HORSFIELD:  I support that idea. I think that many of us here have been very involved with documentation, but there are big holes in our collections. One of the things is that it’s easy to get information on very well known artists. Bill Etra and I were just talking about how it’s almost impossible to get this infrastructure. We need to create, in some way, a snapshot of the development of our field that doesn’t just include famous artists, but also includes the people who were innovators or who created a kind of infrastructure that artists used in their work. That could be tool builders; it could be people who invented the internet, or early computers. I think my fear right now is that the gallery system has appropriated so much of video, that all of us -- to one extent or another-- are threatened to be wiped out by their reinvention and recontextualization of video history. We need to be active in terms of keeping some of the less popular, but equally important ideas, alive that have come out of the thirty-five year history of our field.


SHERRY MILLER-HOCKING:  One thing I was really excited about, was when Woody agreed to come, and that the Langlois Foundation presented the  work they are doing.
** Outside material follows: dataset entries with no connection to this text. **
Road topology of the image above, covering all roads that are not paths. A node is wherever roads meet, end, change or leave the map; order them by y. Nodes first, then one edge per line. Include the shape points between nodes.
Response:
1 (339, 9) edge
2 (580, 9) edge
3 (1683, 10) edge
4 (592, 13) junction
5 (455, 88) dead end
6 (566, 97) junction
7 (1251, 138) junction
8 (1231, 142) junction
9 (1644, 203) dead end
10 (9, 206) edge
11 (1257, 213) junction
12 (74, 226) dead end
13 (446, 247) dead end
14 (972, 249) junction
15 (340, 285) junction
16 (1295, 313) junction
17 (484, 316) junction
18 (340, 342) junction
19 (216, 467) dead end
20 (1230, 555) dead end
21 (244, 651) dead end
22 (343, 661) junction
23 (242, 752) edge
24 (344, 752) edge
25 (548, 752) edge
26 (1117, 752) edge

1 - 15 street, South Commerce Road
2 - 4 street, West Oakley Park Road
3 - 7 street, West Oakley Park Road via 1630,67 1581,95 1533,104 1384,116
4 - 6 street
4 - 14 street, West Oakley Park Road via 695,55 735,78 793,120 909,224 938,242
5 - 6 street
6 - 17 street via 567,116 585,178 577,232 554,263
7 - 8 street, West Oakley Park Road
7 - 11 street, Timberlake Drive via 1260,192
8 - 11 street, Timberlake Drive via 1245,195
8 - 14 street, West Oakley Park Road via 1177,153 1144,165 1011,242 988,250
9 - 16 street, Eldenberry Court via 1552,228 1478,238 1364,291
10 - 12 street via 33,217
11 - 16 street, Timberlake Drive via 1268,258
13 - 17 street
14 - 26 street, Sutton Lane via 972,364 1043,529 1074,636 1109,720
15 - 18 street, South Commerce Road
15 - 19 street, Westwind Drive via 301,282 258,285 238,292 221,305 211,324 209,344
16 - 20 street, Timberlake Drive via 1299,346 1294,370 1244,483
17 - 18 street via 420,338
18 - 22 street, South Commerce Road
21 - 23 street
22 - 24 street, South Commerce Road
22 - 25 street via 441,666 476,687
Some of the stuff that we’ve been doing speaks to what Kate has talked about--that the context can emerge from the data. Maybe I’m misusing the term, but one of the things I find when I look at Woody’s site, or when I work on our site, is that when you start a search on a particular name (with our site, you can also search by a particular year), you begin to sense a context. The context appears from the data. That is one of the reasons that this is my love - this is my area. I’m interested in tape preservation, and I certainly see the importance in that. But I think that context will emerge, as we collectively work on these types of data structures and sort these kinds of issues out.  I fully support Woody, and many other people’s issue here with public access to that information, and I totally agree with Woody that the internet is the place. He and I may get into trouble on our sites with copyright issues sometimes; we are both struggling with that issue and getting permissions for reprinting, and those are a whole other set of problems and issues that we as a field need to sort out. But I’m a real believer that the context will appear as this data is presented and is made accessible to people — taking it out of our attics and basements and offices, and putting it up there.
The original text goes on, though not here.